Né en 1925 dans un milieu aisé de juifs new-yorkais (ses parents étaient enseignants), Julian Beck s'intéresse d'abord à la peinture : Peggy Guggenheim organisera une exposition de ses œuvres dans sa galerie Art of this Century. Pourtant, le travail solitaire du peintre ne lui convient guère. Le théâtre l'attire davantage. En 1943, il rencontre Judith Malina, qui étudie le théâtre à la New School for Social Research de New York. Ensemble, ils fondent, en 1947, leur propre troupe : le Living Theatre.

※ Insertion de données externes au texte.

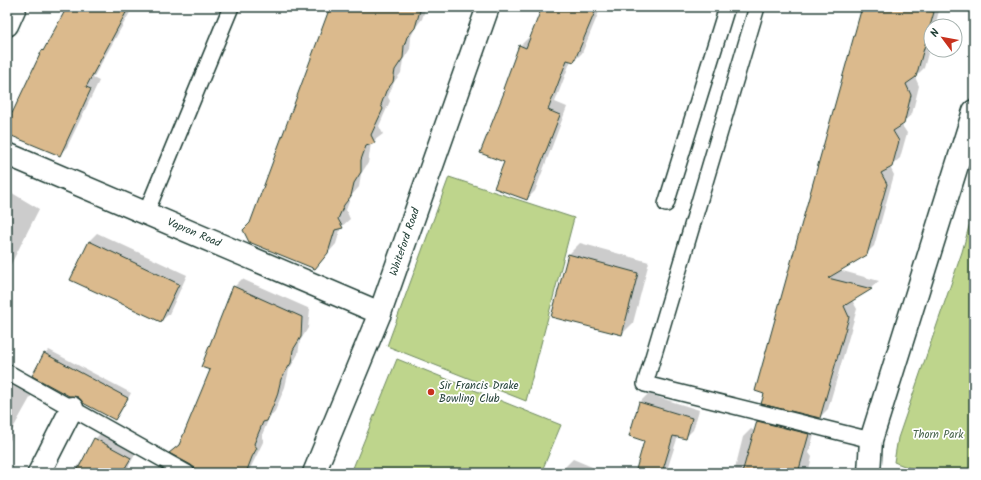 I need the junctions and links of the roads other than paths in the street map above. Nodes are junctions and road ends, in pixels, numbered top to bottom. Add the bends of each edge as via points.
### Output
1 (15, 7) edge
2 (231, 7) edge
3 (488, 7) edge
4 (727, 7) edge
5 (757, 7) edge
6 (7, 25) edge
7 (974, 111) edge
8 (7, 154) edge
9 (666, 204) dead end
10 (146, 213) junction
11 (380, 313) junction
12 (7, 372) edge
13 (72, 408) junction
14 (871, 440) junction
15 (166, 468) edge
16 (39, 473) edge
17 (187, 473) edge
18 (314, 473) edge
19 (869, 473) edge

1 - 6 street
2 - 10 lane
3 - 11 street, Whiteford Road
4 - 9 lane
5 - 14 lane via 645,384
7 - 14 street
8 - 10 street, Vapron Road
10 - 11 street, Vapron Road
11 - 18 street, Whiteford Road
12 - 13 lane
13 - 15 lane
13 - 16 street
14 - 19 street
15 - 17 lane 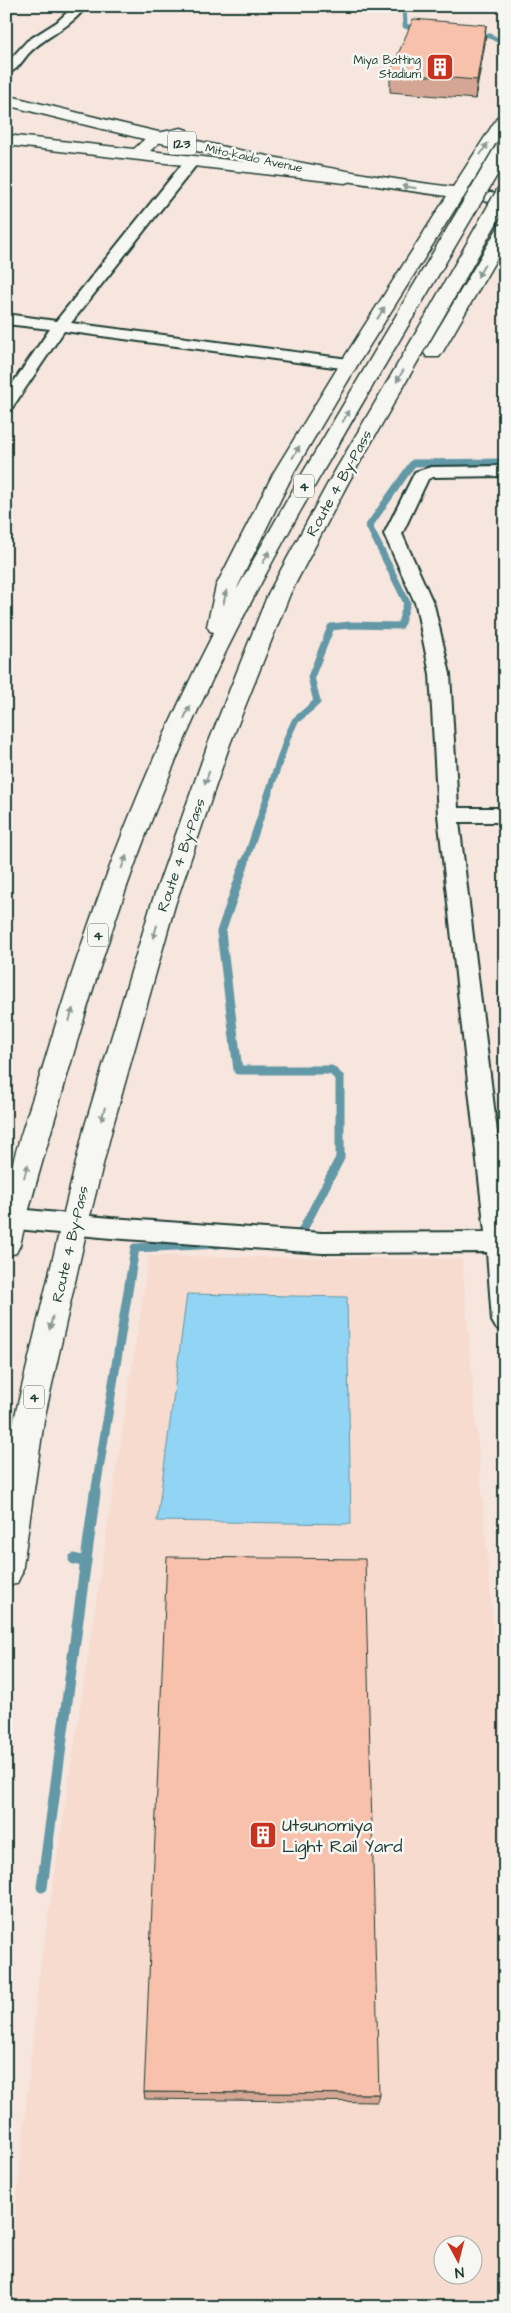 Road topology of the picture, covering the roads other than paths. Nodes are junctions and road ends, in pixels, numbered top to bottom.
1 (80, 6) edge
2 (6, 70) edge
3 (6, 89) edge
4 (6, 100) edge
5 (505, 118) edge
6 (181, 133) junction
7 (155, 138) junction
8 (6, 140) edge
9 (505, 146) edge
10 (137, 155) junction
11 (192, 161) junction
12 (359, 180) junction
13 (460, 187) junction
14 (505, 187) edge
15 (505, 192) edge
16 (505, 199) edge
17 (505, 229) edge
18 (6, 319) edge
19 (60, 326) junction
20 (349, 364) junction
21 (6, 405) edge
22 (382, 443) dead end
23 (505, 471) edge
24 (340, 518) dead end
25 (209, 662) junction
26 (251, 668) junction
27 (505, 815) edge
28 (448, 816) junction
29 (74, 1224) junction
30 (8, 1227) edge
31 (501, 1242) edge
32 (505, 1321) edge
33 (6, 1572) edge

1 - 2 street
3 - 6 main road, Mito-kaido Avenue / 123
4 - 7 main road, Mito-kaido Avenue / 123
13 -> 5 main road
6 - 7 main road
6 - 13 main road, Mito-kaido Avenue / 123
7 - 10 main road
7 - 12 main road, Mito-kaido Avenue / 123
8 - 10 main road
25 -> 9 main road, Route 4 By-Pass / 4, bridge
10 - 11 main road
11 - 12 main road
11 - 19 street
13 -> 12 main road, Mito-kaido Avenue / 123
13 - 14 main road, Mito-kaido Avenue / 123
13 - 16 main road, Mito-kaido Avenue / 123
20 -> 13 main road
15 -> 26 main road, Route 4 By-Pass / 4, bridge
17 -> 22 main road
18 - 19 street
19 - 20 street
19 - 21 street
25 -> 20 main road
23 - 28 street
24 - 26 main road
30 -> 25 main road, Route 4 By-Pass / 4
26 -> 29 main road, Route 4 By-Pass / 4
27 - 28 street
28 - 31 street
29 - 30 street
29 - 31 street
29 -> 33 main road, Route 4 By-Pass / 4
31 - 32 street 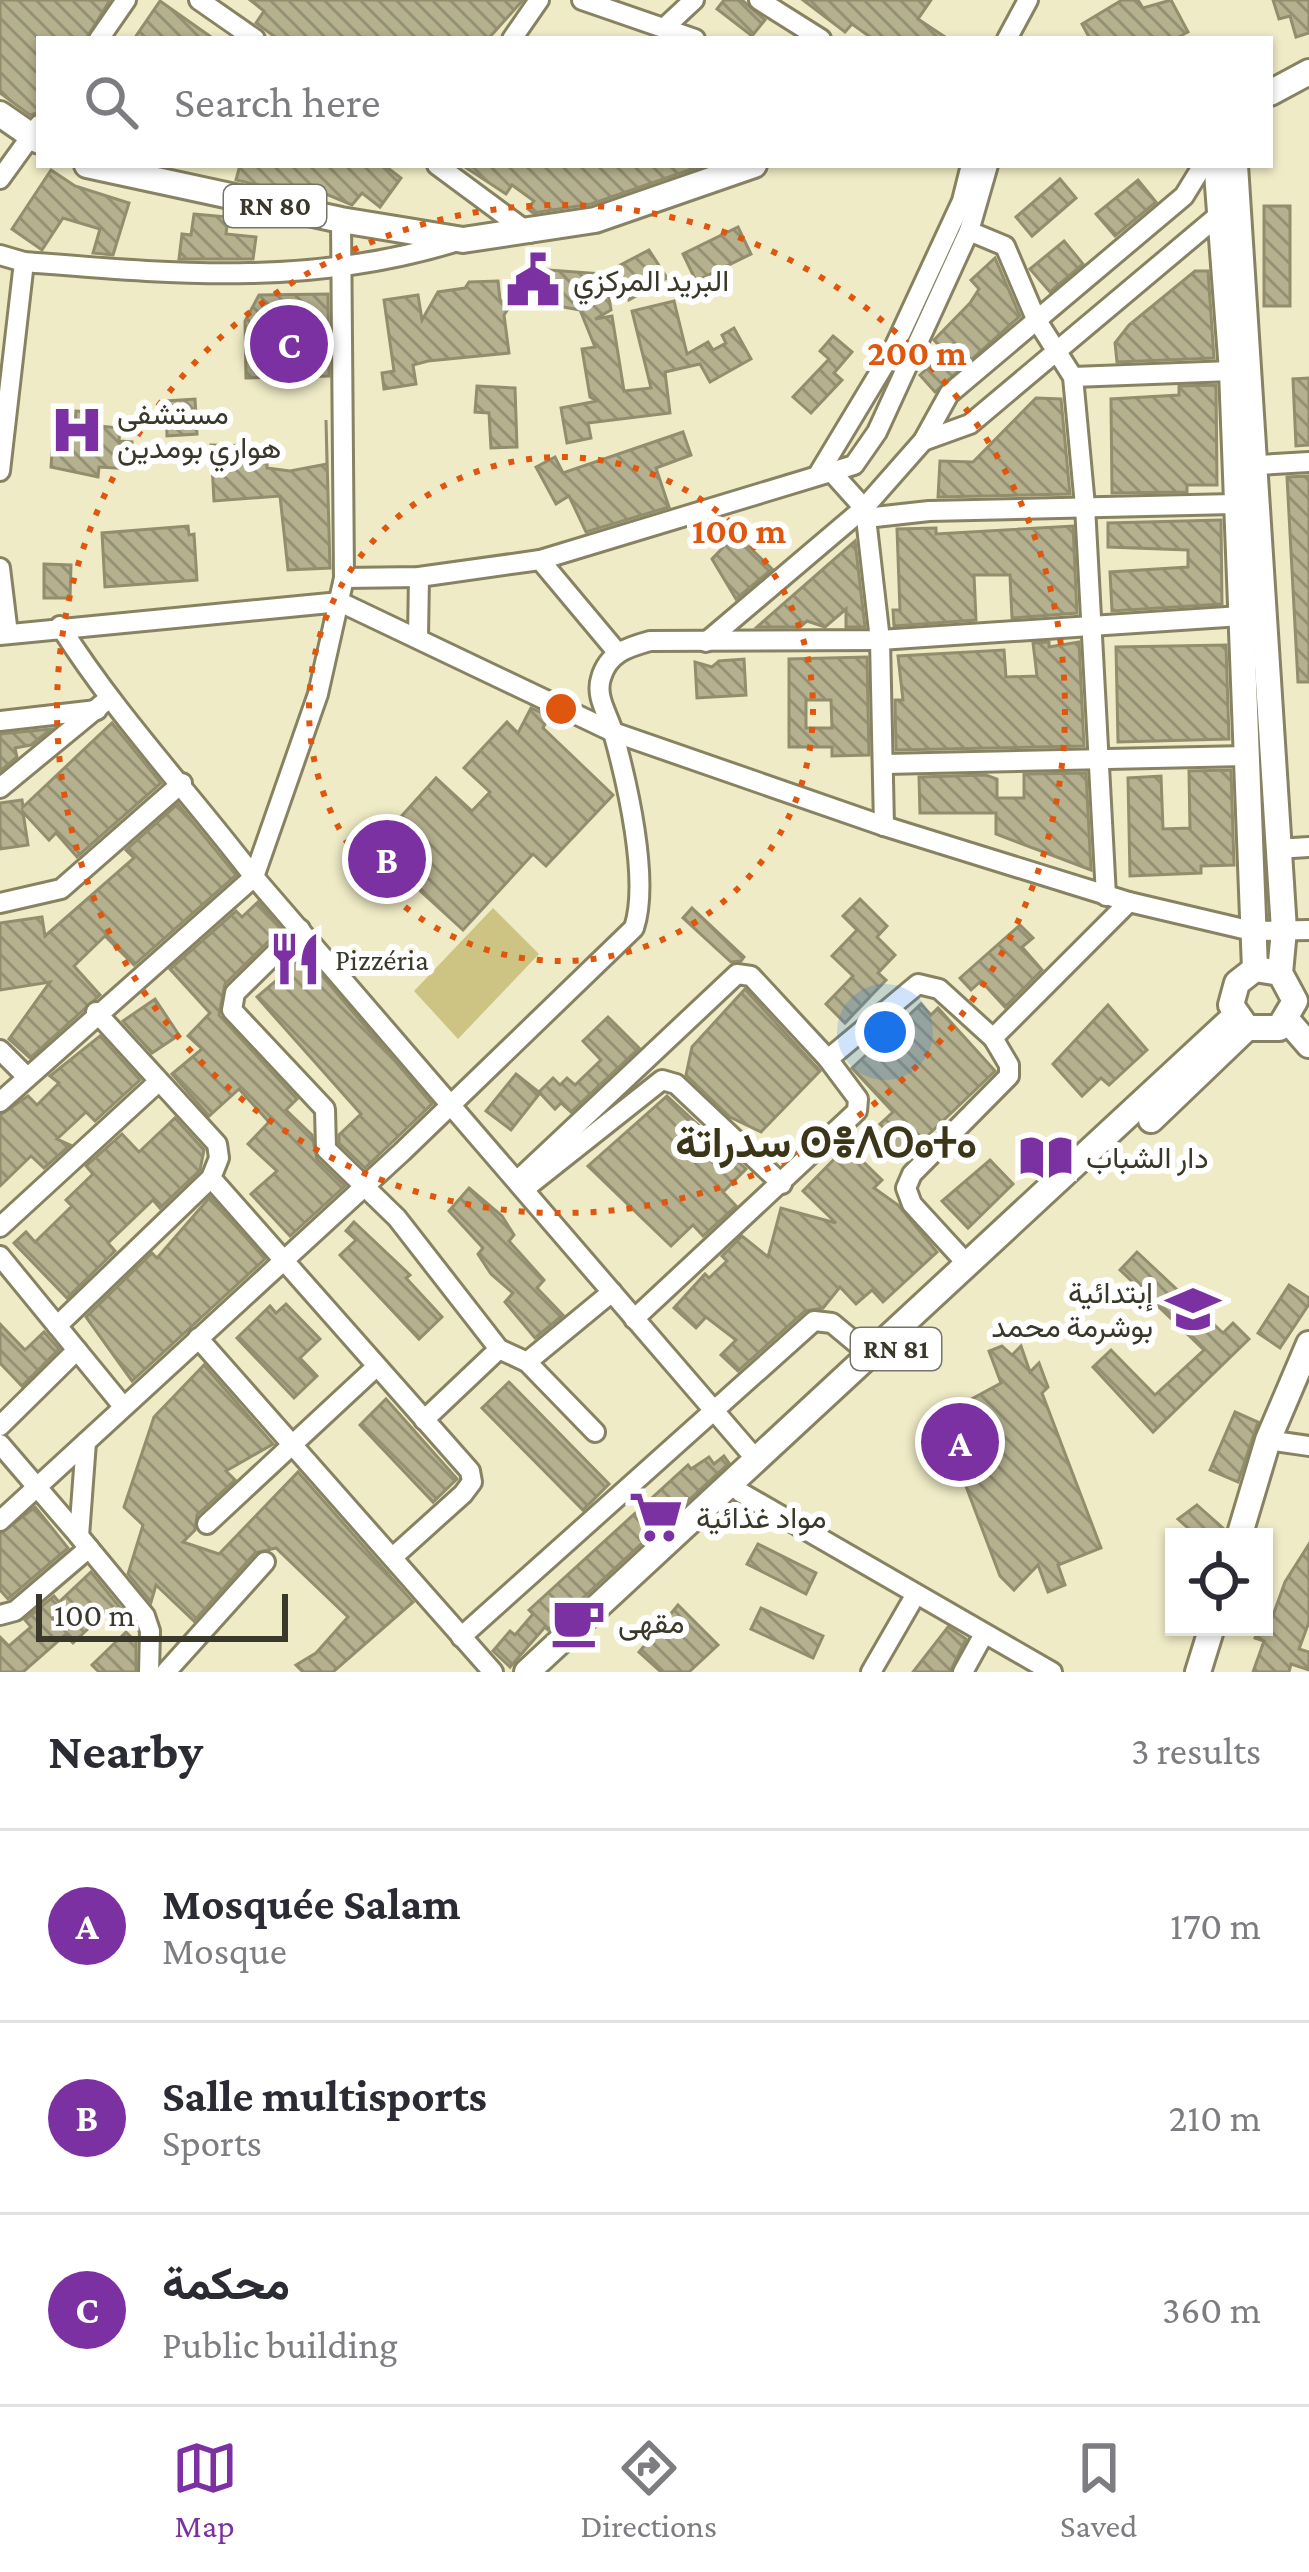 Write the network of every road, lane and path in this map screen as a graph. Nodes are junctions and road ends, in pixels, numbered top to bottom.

Si Julian Beck se proclame déjà « anarchiste » en quête de nouvelles voies de création théâtrale ; s'il refuse dès cette époque tout rapport marchand traditionnel avec le public (les spectateurs ne paient pas de billets d'entrée mais donnent ce qu'ils veulent, les comédiens se partageant la recette) ; s'il s'intéresse à des auteurs d'« avant-garde » – comme Paul Goodman – ou « étrangers » – comme Lorca, Jarry, Cocteau, Pirandello, et Brecht, bien sûr –, ce n'est qu'en 1959 qu'il crée le scandale avec The Connection de Jack Gelder. À travers ce spectacle sur la drogue et au cours duquel, à l'entracte, les comédiens viennent demander aux spectateurs de quoi s'acheter de nouvelles « doses », Beck rompt radicalement avec toute psychologie placée sous le signe d'une introspection collective au profit d'un théâtre qui se veut « action », « confrontation » avec la société, disparition des frontières qui séparent l'acteur du spectateur.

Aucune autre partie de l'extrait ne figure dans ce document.